*ABOUT THIS TASK:* The reply should consist of one number, which is how many lines in the material below contain "roads".
□ □ □ □
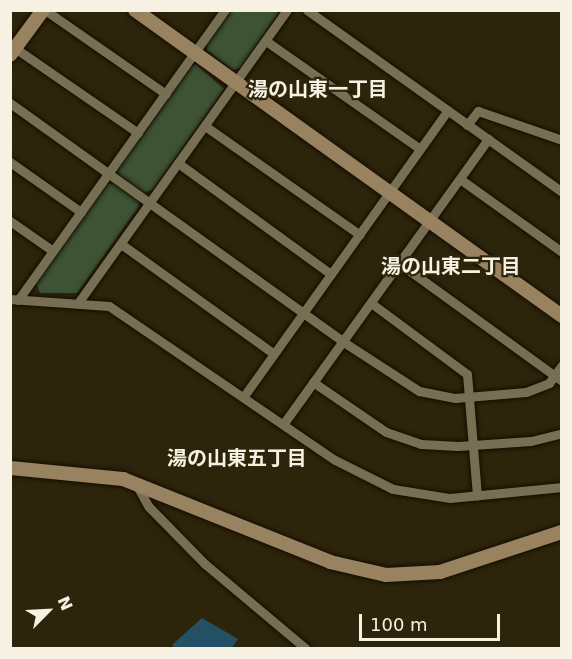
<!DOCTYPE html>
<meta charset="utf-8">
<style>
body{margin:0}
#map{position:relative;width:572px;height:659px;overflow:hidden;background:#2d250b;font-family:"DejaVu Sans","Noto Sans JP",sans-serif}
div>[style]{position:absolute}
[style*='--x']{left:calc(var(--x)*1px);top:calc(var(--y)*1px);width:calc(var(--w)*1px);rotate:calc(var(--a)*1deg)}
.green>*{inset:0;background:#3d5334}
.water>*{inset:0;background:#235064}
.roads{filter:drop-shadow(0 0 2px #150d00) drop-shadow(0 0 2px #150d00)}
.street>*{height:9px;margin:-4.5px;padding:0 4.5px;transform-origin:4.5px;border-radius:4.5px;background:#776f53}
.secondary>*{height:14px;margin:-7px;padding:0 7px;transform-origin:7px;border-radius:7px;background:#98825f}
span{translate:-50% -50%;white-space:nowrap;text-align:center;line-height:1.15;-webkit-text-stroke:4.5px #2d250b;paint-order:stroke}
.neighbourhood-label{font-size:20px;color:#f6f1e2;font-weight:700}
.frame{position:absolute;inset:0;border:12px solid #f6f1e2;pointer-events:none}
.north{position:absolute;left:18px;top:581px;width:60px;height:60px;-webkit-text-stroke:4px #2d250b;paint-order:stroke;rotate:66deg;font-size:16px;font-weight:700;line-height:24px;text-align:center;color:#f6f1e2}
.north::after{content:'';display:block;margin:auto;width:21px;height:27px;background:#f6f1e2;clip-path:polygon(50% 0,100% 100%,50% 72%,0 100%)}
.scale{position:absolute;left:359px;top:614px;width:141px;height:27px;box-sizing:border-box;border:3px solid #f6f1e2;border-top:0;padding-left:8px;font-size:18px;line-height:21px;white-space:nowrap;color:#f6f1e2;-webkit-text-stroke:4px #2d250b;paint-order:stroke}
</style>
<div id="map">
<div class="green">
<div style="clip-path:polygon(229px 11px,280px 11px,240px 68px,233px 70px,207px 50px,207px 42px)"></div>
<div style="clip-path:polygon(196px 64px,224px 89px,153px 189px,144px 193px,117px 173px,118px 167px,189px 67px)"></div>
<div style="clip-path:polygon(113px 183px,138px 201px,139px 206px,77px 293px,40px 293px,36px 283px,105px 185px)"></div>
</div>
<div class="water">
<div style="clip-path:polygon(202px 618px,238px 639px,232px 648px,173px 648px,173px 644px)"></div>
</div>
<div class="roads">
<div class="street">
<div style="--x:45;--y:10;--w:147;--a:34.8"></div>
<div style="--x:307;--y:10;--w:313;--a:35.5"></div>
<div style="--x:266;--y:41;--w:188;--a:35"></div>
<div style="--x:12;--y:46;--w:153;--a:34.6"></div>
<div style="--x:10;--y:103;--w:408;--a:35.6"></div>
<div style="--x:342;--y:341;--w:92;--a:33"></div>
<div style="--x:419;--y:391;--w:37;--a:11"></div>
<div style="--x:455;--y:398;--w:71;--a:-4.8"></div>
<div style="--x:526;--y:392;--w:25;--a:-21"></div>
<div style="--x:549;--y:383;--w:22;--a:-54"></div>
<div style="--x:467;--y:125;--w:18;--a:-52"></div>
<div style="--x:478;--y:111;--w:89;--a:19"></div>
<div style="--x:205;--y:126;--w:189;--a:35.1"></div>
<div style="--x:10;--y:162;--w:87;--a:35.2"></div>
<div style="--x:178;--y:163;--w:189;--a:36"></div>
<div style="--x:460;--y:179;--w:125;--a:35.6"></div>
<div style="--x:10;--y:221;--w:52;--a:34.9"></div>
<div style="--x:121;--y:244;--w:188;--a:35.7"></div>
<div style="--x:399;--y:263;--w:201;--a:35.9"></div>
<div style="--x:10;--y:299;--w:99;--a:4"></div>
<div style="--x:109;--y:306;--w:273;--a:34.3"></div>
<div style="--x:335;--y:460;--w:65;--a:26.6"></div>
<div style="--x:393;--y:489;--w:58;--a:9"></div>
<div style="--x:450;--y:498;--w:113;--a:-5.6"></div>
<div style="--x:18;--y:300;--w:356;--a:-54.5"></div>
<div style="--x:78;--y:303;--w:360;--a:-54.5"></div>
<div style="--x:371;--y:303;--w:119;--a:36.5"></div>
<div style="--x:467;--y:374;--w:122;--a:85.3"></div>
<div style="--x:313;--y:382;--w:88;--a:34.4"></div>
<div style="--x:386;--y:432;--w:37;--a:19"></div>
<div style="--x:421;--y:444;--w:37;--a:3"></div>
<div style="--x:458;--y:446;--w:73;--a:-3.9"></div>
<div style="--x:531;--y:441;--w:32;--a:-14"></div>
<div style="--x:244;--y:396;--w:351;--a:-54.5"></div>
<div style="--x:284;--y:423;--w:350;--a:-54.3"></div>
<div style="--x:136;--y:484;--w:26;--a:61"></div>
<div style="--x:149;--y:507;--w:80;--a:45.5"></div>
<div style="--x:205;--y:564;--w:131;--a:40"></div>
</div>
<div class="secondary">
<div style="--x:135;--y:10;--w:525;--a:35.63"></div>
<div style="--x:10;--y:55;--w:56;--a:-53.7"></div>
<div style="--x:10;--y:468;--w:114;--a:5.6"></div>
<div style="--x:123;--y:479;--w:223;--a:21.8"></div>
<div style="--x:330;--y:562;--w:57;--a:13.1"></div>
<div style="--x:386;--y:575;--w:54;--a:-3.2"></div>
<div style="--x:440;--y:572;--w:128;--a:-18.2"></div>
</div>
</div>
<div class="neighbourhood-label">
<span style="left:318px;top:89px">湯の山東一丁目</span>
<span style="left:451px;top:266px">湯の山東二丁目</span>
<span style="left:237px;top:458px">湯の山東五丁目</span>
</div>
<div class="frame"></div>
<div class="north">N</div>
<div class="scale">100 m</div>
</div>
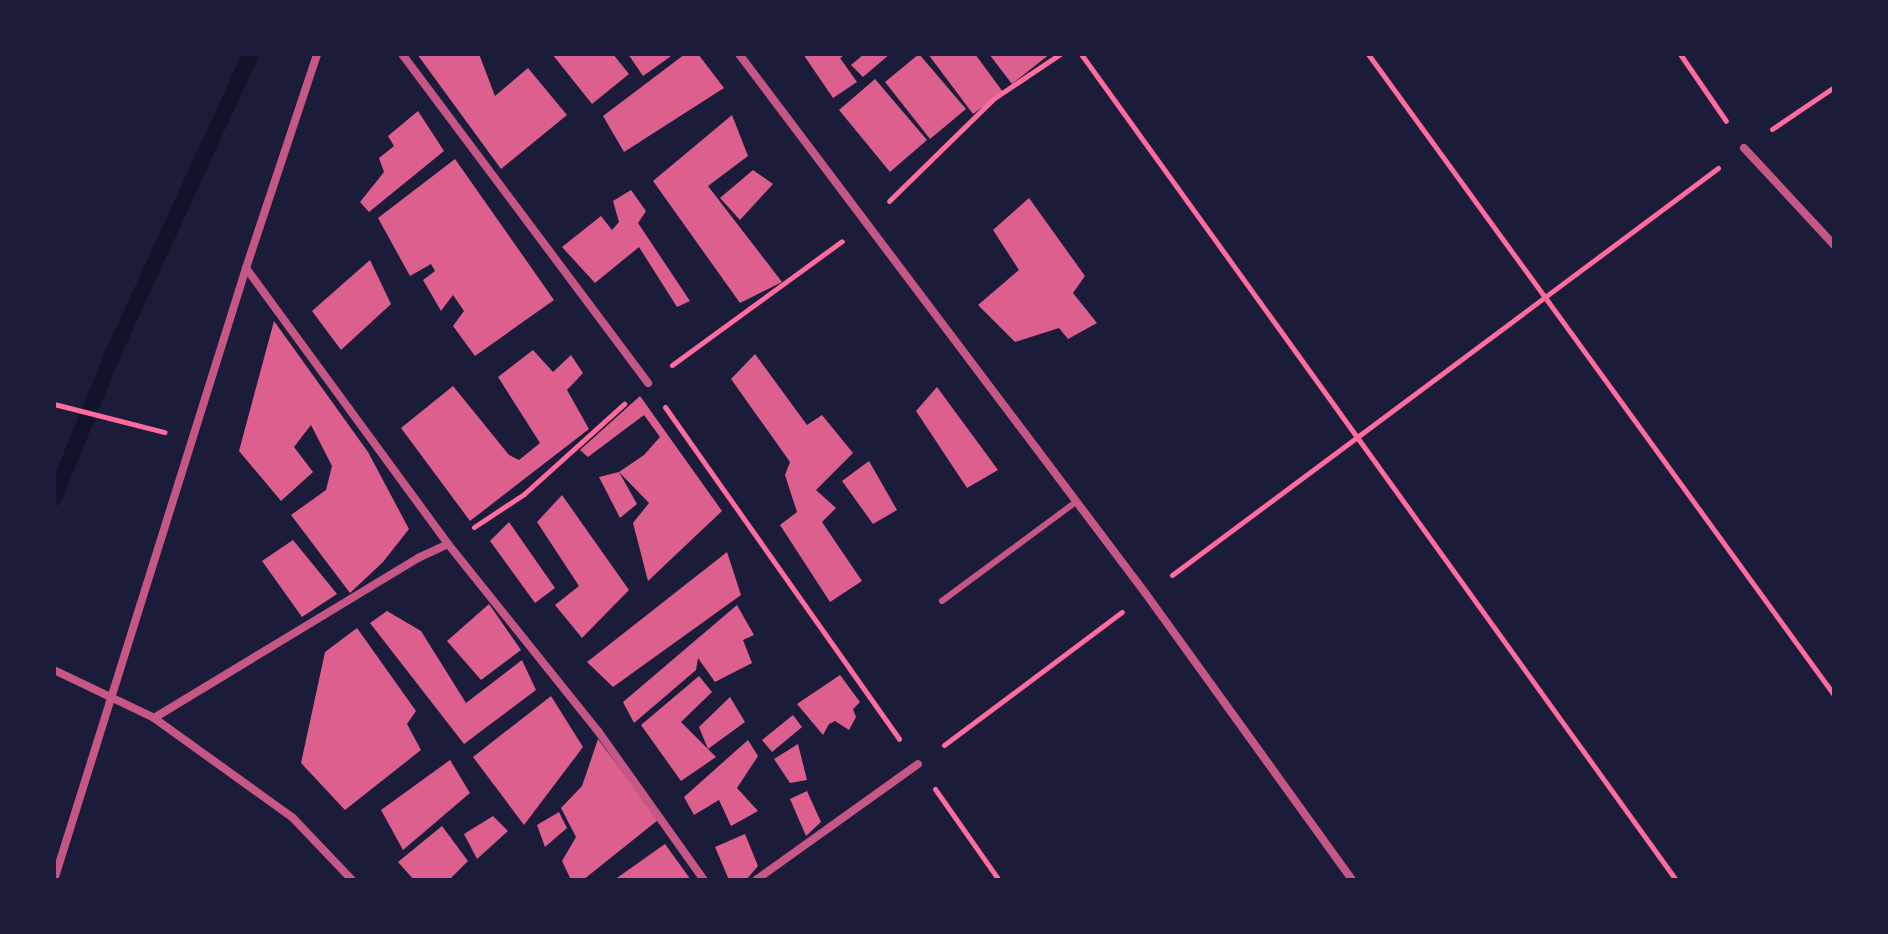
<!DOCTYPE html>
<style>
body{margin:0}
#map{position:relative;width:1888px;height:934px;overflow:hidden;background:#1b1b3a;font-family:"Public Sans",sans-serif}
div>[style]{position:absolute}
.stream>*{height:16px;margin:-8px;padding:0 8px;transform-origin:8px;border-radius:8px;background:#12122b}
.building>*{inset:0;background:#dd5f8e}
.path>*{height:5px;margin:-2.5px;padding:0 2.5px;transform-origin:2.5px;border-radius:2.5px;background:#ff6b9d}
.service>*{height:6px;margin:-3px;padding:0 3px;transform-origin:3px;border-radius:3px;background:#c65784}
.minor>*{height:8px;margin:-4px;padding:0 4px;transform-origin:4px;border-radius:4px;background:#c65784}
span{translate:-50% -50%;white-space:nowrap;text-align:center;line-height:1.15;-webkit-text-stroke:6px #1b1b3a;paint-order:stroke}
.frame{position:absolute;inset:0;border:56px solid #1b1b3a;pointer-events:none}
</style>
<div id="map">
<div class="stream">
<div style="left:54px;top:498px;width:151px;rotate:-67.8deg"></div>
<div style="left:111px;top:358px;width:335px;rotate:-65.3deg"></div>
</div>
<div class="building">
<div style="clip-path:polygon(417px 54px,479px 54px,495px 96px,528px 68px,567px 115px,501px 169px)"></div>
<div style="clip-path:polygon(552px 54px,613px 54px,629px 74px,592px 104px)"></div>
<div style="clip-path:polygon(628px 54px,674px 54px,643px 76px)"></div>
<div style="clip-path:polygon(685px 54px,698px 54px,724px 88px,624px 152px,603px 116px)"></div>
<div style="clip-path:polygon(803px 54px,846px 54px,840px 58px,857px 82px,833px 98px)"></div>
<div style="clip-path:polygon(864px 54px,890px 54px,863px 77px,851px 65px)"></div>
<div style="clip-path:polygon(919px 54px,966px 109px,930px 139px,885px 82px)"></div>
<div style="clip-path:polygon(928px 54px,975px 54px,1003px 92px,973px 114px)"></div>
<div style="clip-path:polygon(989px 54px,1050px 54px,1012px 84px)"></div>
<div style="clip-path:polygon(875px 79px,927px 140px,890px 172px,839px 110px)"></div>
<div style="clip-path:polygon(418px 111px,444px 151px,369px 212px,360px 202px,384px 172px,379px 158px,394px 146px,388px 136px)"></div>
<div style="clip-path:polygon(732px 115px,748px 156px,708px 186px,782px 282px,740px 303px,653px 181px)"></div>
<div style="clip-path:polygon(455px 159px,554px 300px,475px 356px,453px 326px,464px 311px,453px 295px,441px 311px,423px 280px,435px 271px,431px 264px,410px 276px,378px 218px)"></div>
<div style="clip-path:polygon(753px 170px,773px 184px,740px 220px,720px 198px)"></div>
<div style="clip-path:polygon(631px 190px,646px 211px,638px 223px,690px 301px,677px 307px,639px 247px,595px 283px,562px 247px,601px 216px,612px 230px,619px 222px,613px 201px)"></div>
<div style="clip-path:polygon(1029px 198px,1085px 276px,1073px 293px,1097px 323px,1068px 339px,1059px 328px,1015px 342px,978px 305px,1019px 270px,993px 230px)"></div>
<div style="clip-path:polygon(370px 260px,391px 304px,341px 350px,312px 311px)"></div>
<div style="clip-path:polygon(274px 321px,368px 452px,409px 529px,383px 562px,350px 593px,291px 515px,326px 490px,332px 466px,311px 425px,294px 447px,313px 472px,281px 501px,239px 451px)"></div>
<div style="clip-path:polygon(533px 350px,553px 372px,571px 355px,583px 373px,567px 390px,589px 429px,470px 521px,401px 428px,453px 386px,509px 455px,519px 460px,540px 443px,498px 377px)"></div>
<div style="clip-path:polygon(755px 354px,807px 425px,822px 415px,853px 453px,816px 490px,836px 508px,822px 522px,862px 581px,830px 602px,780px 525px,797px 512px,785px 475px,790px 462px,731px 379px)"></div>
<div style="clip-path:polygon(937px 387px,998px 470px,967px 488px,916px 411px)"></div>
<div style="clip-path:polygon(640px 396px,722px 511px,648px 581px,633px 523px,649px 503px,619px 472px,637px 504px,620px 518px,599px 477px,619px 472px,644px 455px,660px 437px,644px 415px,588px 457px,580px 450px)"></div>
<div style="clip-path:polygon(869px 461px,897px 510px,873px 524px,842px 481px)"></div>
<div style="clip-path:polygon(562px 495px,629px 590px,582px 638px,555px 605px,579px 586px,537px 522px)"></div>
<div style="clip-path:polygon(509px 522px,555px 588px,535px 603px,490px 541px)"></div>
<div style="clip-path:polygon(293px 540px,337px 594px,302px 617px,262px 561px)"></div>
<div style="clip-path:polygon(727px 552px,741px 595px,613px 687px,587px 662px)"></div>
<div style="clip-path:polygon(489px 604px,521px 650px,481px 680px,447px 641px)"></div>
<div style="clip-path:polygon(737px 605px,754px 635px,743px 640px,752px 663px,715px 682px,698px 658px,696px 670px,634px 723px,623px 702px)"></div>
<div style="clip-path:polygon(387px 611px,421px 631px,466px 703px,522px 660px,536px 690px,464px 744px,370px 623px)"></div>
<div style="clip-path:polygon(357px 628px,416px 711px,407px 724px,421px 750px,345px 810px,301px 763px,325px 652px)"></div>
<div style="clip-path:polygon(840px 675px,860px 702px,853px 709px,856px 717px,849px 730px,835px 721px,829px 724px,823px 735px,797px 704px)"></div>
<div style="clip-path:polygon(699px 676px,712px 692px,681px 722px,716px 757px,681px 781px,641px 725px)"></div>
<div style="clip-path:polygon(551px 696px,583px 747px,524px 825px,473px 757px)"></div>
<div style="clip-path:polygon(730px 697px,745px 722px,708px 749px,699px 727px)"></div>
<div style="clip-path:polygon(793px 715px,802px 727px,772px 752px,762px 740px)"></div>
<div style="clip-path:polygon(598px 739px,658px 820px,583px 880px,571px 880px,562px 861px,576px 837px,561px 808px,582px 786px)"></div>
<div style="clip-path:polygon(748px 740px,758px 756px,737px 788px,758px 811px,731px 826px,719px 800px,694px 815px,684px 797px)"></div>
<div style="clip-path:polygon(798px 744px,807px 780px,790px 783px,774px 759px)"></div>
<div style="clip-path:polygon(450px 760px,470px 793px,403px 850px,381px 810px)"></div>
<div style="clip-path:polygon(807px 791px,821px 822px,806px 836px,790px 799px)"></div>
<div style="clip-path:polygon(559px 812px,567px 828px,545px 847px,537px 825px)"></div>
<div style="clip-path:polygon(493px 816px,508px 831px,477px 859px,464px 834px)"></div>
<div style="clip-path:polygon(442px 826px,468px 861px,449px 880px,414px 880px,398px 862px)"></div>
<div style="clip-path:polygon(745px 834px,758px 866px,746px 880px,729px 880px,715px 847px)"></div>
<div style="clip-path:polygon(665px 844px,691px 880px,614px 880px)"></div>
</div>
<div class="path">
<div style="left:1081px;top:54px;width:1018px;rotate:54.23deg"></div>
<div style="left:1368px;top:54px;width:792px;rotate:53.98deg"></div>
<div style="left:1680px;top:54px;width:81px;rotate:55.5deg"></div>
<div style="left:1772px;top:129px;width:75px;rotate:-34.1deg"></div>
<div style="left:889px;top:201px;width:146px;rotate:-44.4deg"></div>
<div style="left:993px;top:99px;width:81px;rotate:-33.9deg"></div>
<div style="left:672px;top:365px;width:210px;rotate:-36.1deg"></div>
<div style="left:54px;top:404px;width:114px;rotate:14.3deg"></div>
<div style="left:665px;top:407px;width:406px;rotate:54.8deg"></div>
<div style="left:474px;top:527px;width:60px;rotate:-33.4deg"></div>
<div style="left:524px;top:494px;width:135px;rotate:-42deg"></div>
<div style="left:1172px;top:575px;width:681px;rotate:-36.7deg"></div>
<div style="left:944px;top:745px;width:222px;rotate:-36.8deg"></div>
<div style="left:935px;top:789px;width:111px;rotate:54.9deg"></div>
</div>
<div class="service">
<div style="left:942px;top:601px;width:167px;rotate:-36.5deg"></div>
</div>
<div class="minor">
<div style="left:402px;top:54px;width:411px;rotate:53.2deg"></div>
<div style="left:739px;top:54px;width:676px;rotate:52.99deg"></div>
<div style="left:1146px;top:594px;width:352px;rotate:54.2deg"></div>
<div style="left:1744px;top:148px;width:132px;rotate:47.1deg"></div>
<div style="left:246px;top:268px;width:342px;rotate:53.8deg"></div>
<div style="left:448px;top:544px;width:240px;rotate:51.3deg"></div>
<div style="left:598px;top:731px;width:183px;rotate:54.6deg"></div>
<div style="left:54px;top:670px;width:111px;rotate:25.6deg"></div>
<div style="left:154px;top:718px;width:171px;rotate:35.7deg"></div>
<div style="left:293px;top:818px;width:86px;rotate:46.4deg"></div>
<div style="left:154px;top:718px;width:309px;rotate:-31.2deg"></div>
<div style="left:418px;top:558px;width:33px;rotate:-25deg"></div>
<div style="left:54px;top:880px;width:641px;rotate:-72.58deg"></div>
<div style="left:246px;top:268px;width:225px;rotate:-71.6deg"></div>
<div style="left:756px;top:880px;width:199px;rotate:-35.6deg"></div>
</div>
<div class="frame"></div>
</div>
□ □ □ □
*WRITTEN ANSWER:* 2